Work item
Your answer must be an exact copy of the data, without any pictures.

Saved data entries
========
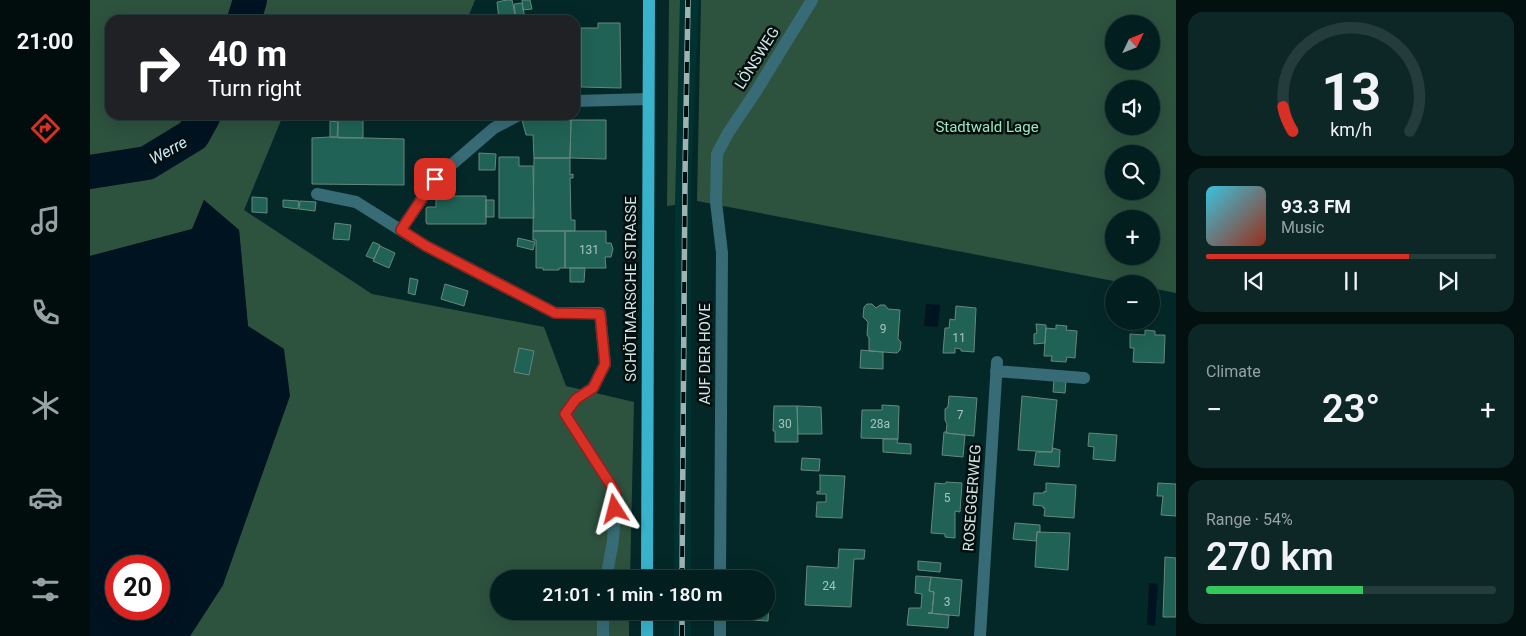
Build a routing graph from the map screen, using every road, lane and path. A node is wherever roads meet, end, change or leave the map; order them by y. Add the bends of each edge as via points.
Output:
1 (648, 0) edge
2 (812, 0) edge
3 (648, 100) junction
4 (580, 102) edge
5 (509, 120) edge
6 (728, 133) joint
7 (317, 194) dead end
8 (401, 230) junction
9 (1084, 378) dead end
10 (608, 570) edge
11 (647, 570) edge
12 (720, 570) edge
13 (603, 620) edge
14 (647, 620) edge
15 (720, 620) edge
16 (603, 636) edge
17 (647, 636) edge
18 (720, 636) edge
19 (980, 636) edge

1 - 3 main road, SCHÖTMARSCHE STRASSE
2 - 6 street, LÖNSWEG
3 - 4 street
3 - 11 main road, SCHÖTMARSCHE STRASSE
5 - 8 street via 494,128 435,179
6 - 12 street, AUF DER HOVE via 717,154 716,202 722,253
7 - 8 street via 356,202
8 - 10 street via 555,313 600,314 605,364 593,388 576,399 565,414 616,493
9 - 19 street, ROSEGGERWEG via 996,367
13 - 16 street
14 - 17 main road
15 - 18 street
========
Expected answer
Build a routing graph from the map screen, using every road, lane and path. A node is wherever roads meet, end, change or leave the map; order them by y. Add the bends of each edge as via points.
Output:
1 (648, 0) edge
2 (812, 0) edge
3 (648, 100) junction
4 (580, 102) edge
5 (509, 120) edge
6 (728, 133) joint
7 (317, 194) dead end
8 (401, 230) junction
9 (1084, 378) dead end
10 (608, 570) edge
11 (647, 570) edge
12 (720, 570) edge
13 (603, 620) edge
14 (647, 620) edge
15 (720, 620) edge
16 (603, 636) edge
17 (647, 636) edge
18 (720, 636) edge
19 (980, 636) edge

1 - 3 main road, SCHÖTMARSCHE STRASSE
2 - 6 street, LÖNSWEG
3 - 4 street
3 - 11 main road, SCHÖTMARSCHE STRASSE
5 - 8 street via 494,128 435,179
6 - 12 street, AUF DER HOVE via 717,154 716,202 722,253
7 - 8 street via 356,202
8 - 10 street via 555,313 600,314 605,364 593,388 576,399 565,414 616,493
9 - 19 street, ROSEGGERWEG via 996,367
13 - 16 street
14 - 17 main road
15 - 18 street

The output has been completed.